» **Aim of the exercise**: Find the lines in the listing below that have the word "حاسي" and give their count, nothing else.

» **Data to examine**:
********************
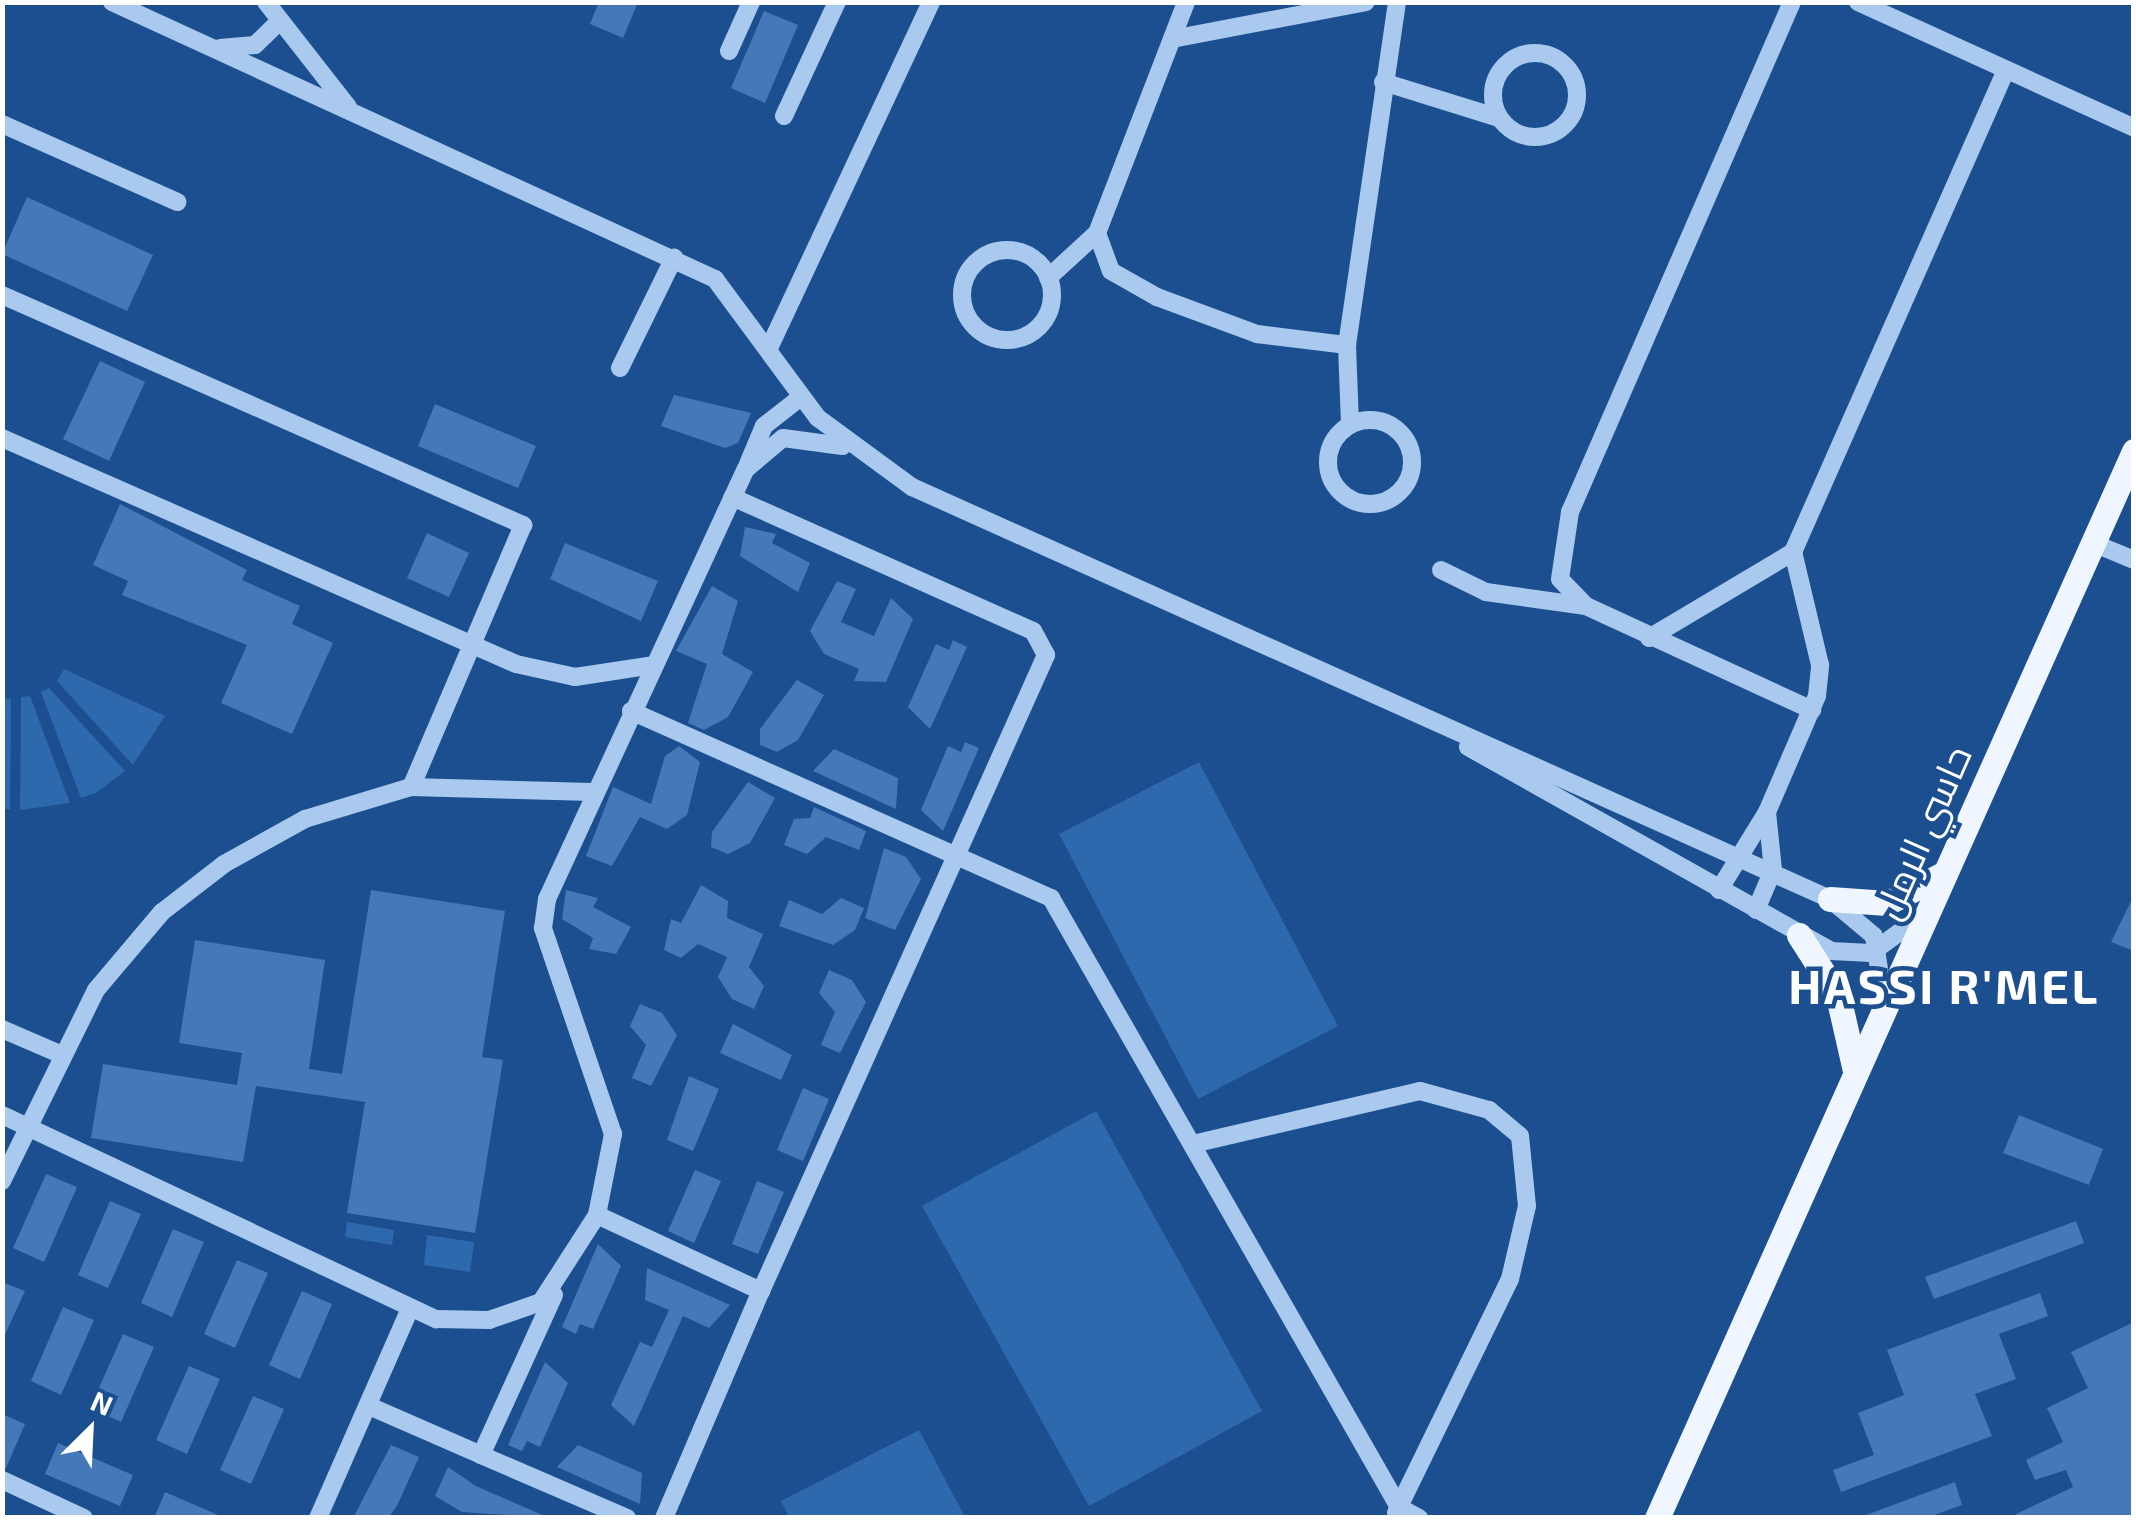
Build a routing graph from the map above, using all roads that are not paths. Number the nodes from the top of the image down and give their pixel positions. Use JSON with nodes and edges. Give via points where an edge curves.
{"nodes":[{"id":1,"x":112,"y":2,"type":"edge"},
{"id":2,"x":266,"y":2,"type":"edge"},
{"id":3,"x":751,"y":2,"type":"edge"},
{"id":4,"x":838,"y":2,"type":"edge"},
{"id":5,"x":931,"y":2,"type":"edge"},
{"id":6,"x":1186,"y":2,"type":"edge"},
{"id":7,"x":1366,"y":2,"type":"edge"},
{"id":8,"x":1397,"y":2,"type":"edge"},
{"id":9,"x":1792,"y":2,"type":"edge"},
{"id":10,"x":1858,"y":2,"type":"edge"},
{"id":11,"x":279,"y":22,"type":"junction"},
{"id":12,"x":1172,"y":39,"type":"junction"},
{"id":13,"x":210,"y":47,"type":"junction"},
{"id":14,"x":729,"y":51,"type":"dead end"},
{"id":15,"x":2006,"y":70,"type":"junction"},
{"id":16,"x":1383,"y":82,"type":"junction"},
{"id":17,"x":352,"y":112,"type":"junction"},
{"id":18,"x":784,"y":116,"type":"dead end"},
{"id":19,"x":1500,"y":118,"type":"junction"},
{"id":20,"x":2,"y":124,"type":"edge"},
{"id":21,"x":2134,"y":128,"type":"edge"},
{"id":22,"x":177,"y":202,"type":"dead end"},
{"id":23,"x":1098,"y":233,"type":"junction"},
{"id":24,"x":674,"y":258,"type":"junction"},
{"id":25,"x":1048,"y":278,"type":"junction"},
{"id":26,"x":2,"y":295,"type":"edge"},
{"id":27,"x":1347,"y":345,"type":"junction"},
{"id":28,"x":770,"y":346,"type":"junction"},
{"id":29,"x":620,"y":368,"type":"dead end"},
{"id":30,"x":801,"y":397,"type":"junction"},
{"id":31,"x":1350,"y":424,"type":"junction"},
{"id":32,"x":2,"y":438,"type":"edge"},
{"id":33,"x":2134,"y":451,"type":"edge"},
{"id":34,"x":856,"y":452,"type":"junction"},
{"id":35,"x":746,"y":469,"type":"junction"},
{"id":36,"x":732,"y":497,"type":"junction"},
{"id":37,"x":2093,"y":542,"type":"junction"},
{"id":38,"x":1793,"y":552,"type":"junction"},
{"id":39,"x":2134,"y":560,"type":"edge"},
{"id":40,"x":1441,"y":570,"type":"dead end"},
{"id":41,"x":1586,"y":606,"type":"junction"},
{"id":42,"x":1648,"y":638,"type":"junction"},
{"id":43,"x":474,"y":645,"type":"junction"},
{"id":44,"x":653,"y":665,"type":"junction"},
{"id":45,"x":1812,"y":710,"type":"junction"},
{"id":46,"x":631,"y":711,"type":"junction"},
{"id":47,"x":1434,"y":724,"type":"junction"},
{"id":48,"x":411,"y":787,"type":"junction"},
{"id":49,"x":592,"y":792,"type":"junction"},
{"id":50,"x":1768,"y":812,"type":"junction"},
{"id":51,"x":1735,"y":852,"type":"junction"},
{"id":52,"x":958,"y":858,"type":"junction"},
{"id":53,"x":1773,"y":870,"type":"junction"},
{"id":54,"x":1946,"y":873,"type":"junction"},
{"id":55,"x":1719,"y":890,"type":"junction"},
{"id":56,"x":1830,"y":899,"type":"junction"},
{"id":57,"x":1930,"y":908,"type":"junction"},
{"id":58,"x":1756,"y":910,"type":"junction"},
{"id":59,"x":1799,"y":936,"type":"junction"},
{"id":60,"x":1880,"y":949,"type":"junction"},
{"id":61,"x":1884,"y":1007,"type":"junction"},
{"id":62,"x":2,"y":1029,"type":"edge"},
{"id":63,"x":60,"y":1054,"type":"junction"},
{"id":64,"x":1855,"y":1072,"type":"junction"},
{"id":65,"x":2,"y":1114,"type":"edge"},
{"id":66,"x":28,"y":1126,"type":"junction"},
{"id":67,"x":1196,"y":1143,"type":"junction"},
{"id":68,"x":2,"y":1181,"type":"edge"},
{"id":69,"x":597,"y":1215,"type":"junction"},
{"id":70,"x":557,"y":1289,"type":"junction"},
{"id":71,"x":761,"y":1291,"type":"junction"},
{"id":72,"x":410,"y":1308,"type":"junction"},
{"id":73,"x":369,"y":1406,"type":"junction"},
{"id":74,"x":481,"y":1455,"type":"junction"},
{"id":75,"x":2,"y":1480,"type":"edge"},
{"id":76,"x":1396,"y":1512,"type":"edge"},
{"id":77,"x":84,"y":1518,"type":"edge"},
{"id":78,"x":318,"y":1518,"type":"edge"},
{"id":79,"x":627,"y":1518,"type":"edge"},
{"id":80,"x":664,"y":1518,"type":"edge"},
{"id":81,"x":1419,"y":1518,"type":"edge"},
{"id":82,"x":1656,"y":1518,"type":"edge"}],
"edges":[{"from":1,"to":13,"type":"street"},
{"from":2,"to":11,"type":"street"},
{"from":3,"to":14,"type":"street"},
{"from":4,"to":18,"type":"street"},
{"from":5,"to":28,"type":"street"},
{"from":6,"to":12,"type":"street"},
{"from":7,"to":12,"type":"street"},
{"from":8,"to":16,"type":"street"},
{"from":9,"to":41,"type":"street","via":[[1570,512],[1560,579]]},
{"from":10,"to":15,"type":"street"},
{"from":11,"to":13,"type":"street","via":[[255,45]]},
{"from":11,"to":17,"type":"street"},
{"from":12,"to":23,"type":"street"},
{"from":13,"to":17,"type":"street"},
{"from":15,"to":21,"type":"street"},
{"from":15,"to":38,"type":"street"},
{"from":16,"to":19,"type":"street"},
{"from":16,"to":27,"type":"street"},
{"from":17,"to":24,"type":"street"},
{"from":19,"to":19,"type":"street","via":[[1520,135],[1559,131],[1578,97],[1570,70],[1546,54],[1505,65],[1493,91]]},
{"from":20,"to":22,"type":"street"},
{"from":23,"to":25,"type":"street"},
{"from":23,"to":27,"type":"street","via":[[1111,271],[1157,297],[1257,334]]},
{"from":24,"to":28,"type":"street","via":[[736,296]]},
{"from":24,"to":29,"type":"street"},
{"from":25,"to":25,"type":"street","via":[[1018,251],[990,253],[963,284],[964,312],[985,334],[1016,339],[1050,309]]},
{"from":26,"to":43,"type":"street","via":[[522,524]]},
{"from":27,"to":31,"type":"street"},
{"from":28,"to":30,"type":"street"},
{"from":30,"to":34,"type":"street"},
{"from":30,"to":35,"type":"street","via":[[764,426]]},
{"from":31,"to":31,"type":"street","via":[[1327,456],[1332,482],[1364,504],[1392,498],[1410,476],[1410,448],[1378,420]]},
{"from":32,"to":43,"type":"street"},
{"from":33,"to":37,"type":"main road","name":"حاسي الرمل"},
{"from":34,"to":35,"type":"street","via":[[783,438]]},
{"from":34,"to":47,"type":"street","via":[[980,520]]},
{"from":35,"to":36,"type":"street"},
{"from":36,"to":44,"type":"street"},
{"from":36,"to":52,"type":"street","via":[[1043,641],[1044,660]]},
{"from":37,"to":39,"type":"street"},
{"from":37,"to":54,"type":"main road","name":"حاسي الرمل"},
{"from":38,"to":42,"type":"street"},
{"from":38,"to":45,"type":"street","via":[[1820,665]]},
{"from":40,"to":41,"type":"street","via":[[1486,592]]},
{"from":41,"to":42,"type":"street"},
{"from":42,"to":45,"type":"street"},
{"from":43,"to":44,"type":"street","via":[[575,677]]},
{"from":43,"to":48,"type":"street"},
{"from":44,"to":46,"type":"street"},
{"from":45,"to":50,"type":"street"},
{"from":46,"to":49,"type":"street"},
{"from":46,"to":52,"type":"street"},
{"from":47,"to":51,"type":"street"},
{"from":47,"to":55,"type":"street"},
{"from":48,"to":49,"type":"street"},
{"from":48,"to":63,"type":"street","via":[[305,819],[180,896],[112,968]]},
{"from":49,"to":69,"type":"street","via":[[543,912],[610,1113],[612,1158]]},
{"from":50,"to":51,"type":"street"},
{"from":50,"to":53,"type":"street"},
{"from":51,"to":53,"type":"street"},
{"from":51,"to":55,"type":"street"},
{"from":52,"to":67,"type":"street","via":[[1056,903]]},
{"from":52,"to":71,"type":"street"},
{"from":53,"to":56,"type":"street"},
{"from":53,"to":58,"type":"street"},
{"from":54,"to":56,"type":"main road","via":[[1886,904]]},
{"from":54,"to":57,"type":"main road","name":"حاسي الرمل"},
{"from":55,"to":58,"type":"street"},
{"from":56,"to":60,"type":"street","via":[[1866,924]]},
{"from":57,"to":60,"type":"street"},
{"from":57,"to":61,"type":"main road","name":"حاسي الرمل"},
{"from":58,"to":59,"type":"street"},
{"from":59,"to":60,"type":"street","via":[[1845,956]]},
{"from":59,"to":64,"type":"main road","via":[[1838,996]]},
{"from":60,"to":61,"type":"street"},
{"from":61,"to":64,"type":"main road","name":"حاسي الرمل"},
{"from":62,"to":63,"type":"street"},
{"from":63,"to":66,"type":"street"},
{"from":64,"to":82,"type":"main road","name":"حاسي الرمل"},
{"from":65,"to":66,"type":"street"},
{"from":66,"to":68,"type":"street"},
{"from":66,"to":72,"type":"street"},
{"from":67,"to":76,"type":"street"},
{"from":67,"to":76,"type":"street","via":[[1420,1090],[1488,1110],[1520,1136],[1528,1206],[1510,1278]]},
{"from":69,"to":70,"type":"street"},
{"from":69,"to":71,"type":"street"},
{"from":70,"to":72,"type":"street","via":[[525,1310],[473,1322]]},
{"from":70,"to":74,"type":"street"},
{"from":71,"to":80,"type":"street"},
{"from":72,"to":73,"type":"street"},
{"from":73,"to":74,"type":"street"},
{"from":73,"to":78,"type":"street"},
{"from":74,"to":79,"type":"street"},
{"from":75,"to":77,"type":"street"},
{"from":76,"to":81,"type":"street"}]}
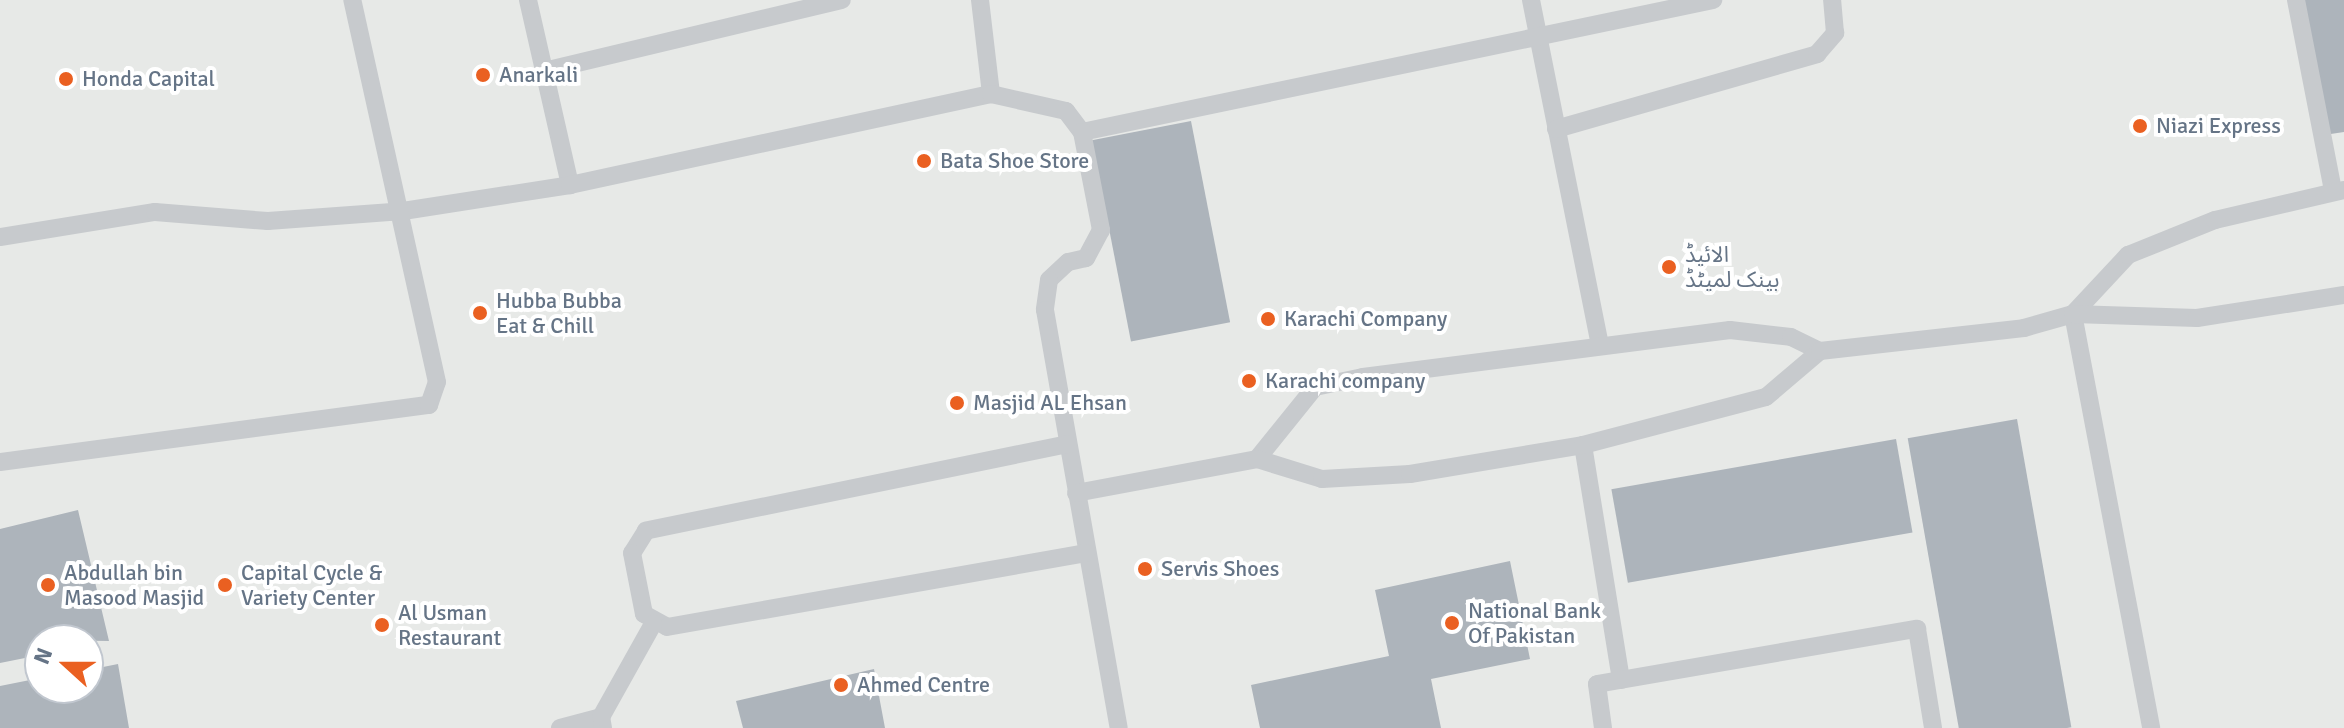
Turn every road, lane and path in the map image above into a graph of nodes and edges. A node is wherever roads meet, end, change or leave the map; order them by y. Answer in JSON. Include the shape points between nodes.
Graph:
{"nodes":[{"id":1,"x":352,"y":0,"type":"edge"},
{"id":2,"x":528,"y":0,"type":"edge"},
{"id":3,"x":842,"y":0,"type":"edge"},
{"id":4,"x":980,"y":0,"type":"edge"},
{"id":5,"x":1531,"y":0,"type":"edge"},
{"id":6,"x":1713,"y":0,"type":"edge"},
{"id":7,"x":1832,"y":0,"type":"edge"},
{"id":8,"x":2296,"y":0,"type":"edge"},
{"id":9,"x":1537,"y":32,"type":"junction"},
{"id":10,"x":544,"y":71,"type":"junction"},
{"id":11,"x":991,"y":94,"type":"junction"},
{"id":12,"x":1556,"y":129,"type":"junction"},
{"id":13,"x":1082,"y":132,"type":"junction"},
{"id":14,"x":570,"y":185,"type":"junction"},
{"id":15,"x":2338,"y":190,"type":"edge"},
{"id":16,"x":403,"y":211,"type":"junction"},
{"id":17,"x":0,"y":237,"type":"edge"},
{"id":18,"x":2344,"y":295,"type":"edge"},
{"id":19,"x":2073,"y":314,"type":"junction"},
{"id":20,"x":1599,"y":341,"type":"junction"},
{"id":21,"x":1820,"y":351,"type":"junction"},
{"id":22,"x":1068,"y":444,"type":"junction"},
{"id":23,"x":1583,"y":445,"type":"junction"},
{"id":24,"x":1257,"y":459,"type":"junction"},
{"id":25,"x":0,"y":462,"type":"edge"},
{"id":26,"x":1076,"y":493,"type":"junction"},
{"id":27,"x":1086,"y":553,"type":"junction"},
{"id":28,"x":653,"y":624,"type":"junction"},
{"id":29,"x":1621,"y":680,"type":"junction"},
{"id":30,"x":602,"y":723,"type":"edge"},
{"id":31,"x":560,"y":728,"type":"edge"},
{"id":32,"x":1119,"y":728,"type":"edge"},
{"id":33,"x":1603,"y":728,"type":"edge"},
{"id":34,"x":1933,"y":728,"type":"edge"},
{"id":35,"x":2151,"y":728,"type":"edge"}],
"edges":[{"from":1,"to":16,"type":"lane"},
{"from":2,"to":10,"type":"lane"},
{"from":3,"to":10,"type":"lane"},
{"from":4,"to":11,"type":"lane"},
{"from":5,"to":9,"type":"lane"},
{"from":6,"to":9,"type":"lane"},
{"from":7,"to":12,"type":"lane","via":[[1835,33],[1817,54]]},
{"from":8,"to":15,"type":"lane"},
{"from":9,"to":12,"type":"lane"},
{"from":9,"to":13,"type":"lane"},
{"from":10,"to":14,"type":"lane"},
{"from":11,"to":13,"type":"lane","via":[[1066,111]]},
{"from":11,"to":14,"type":"lane"},
{"from":12,"to":20,"type":"lane"},
{"from":13,"to":22,"type":"lane","via":[[1097,246],[1049,280],[1045,310]]},
{"from":14,"to":16,"type":"lane"},
{"from":15,"to":19,"type":"lane","via":[[2215,220],[2128,255]]},
{"from":16,"to":17,"type":"lane","via":[[268,221],[155,212]]},
{"from":16,"to":25,"type":"lane","via":[[437,382],[429,405]]},
{"from":18,"to":19,"type":"lane","via":[[2197,318]]},
{"from":19,"to":21,"type":"lane","via":[[2024,328]]},
{"from":19,"to":35,"type":"lane"},
{"from":20,"to":21,"type":"lane","via":[[1730,330],[1791,337]]},
{"from":20,"to":24,"type":"lane","via":[[1315,387]]},
{"from":21,"to":23,"type":"lane","via":[[1766,397]]},
{"from":22,"to":26,"type":"lane"},
{"from":22,"to":28,"type":"lane","via":[[646,531],[632,553],[644,614]]},
{"from":23,"to":24,"type":"lane","via":[[1410,474],[1322,479]]},
{"from":23,"to":29,"type":"lane"},
{"from":24,"to":26,"type":"lane"},
{"from":26,"to":27,"type":"lane"},
{"from":27,"to":28,"type":"lane"},
{"from":27,"to":32,"type":"lane"},
{"from":28,"to":30,"type":"lane"},
{"from":29,"to":33,"type":"lane","via":[[1597,684]]},
{"from":29,"to":34,"type":"lane","via":[[1917,629]]},
{"from":30,"to":31,"type":"lane"}]}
********************
» **Response below**: 6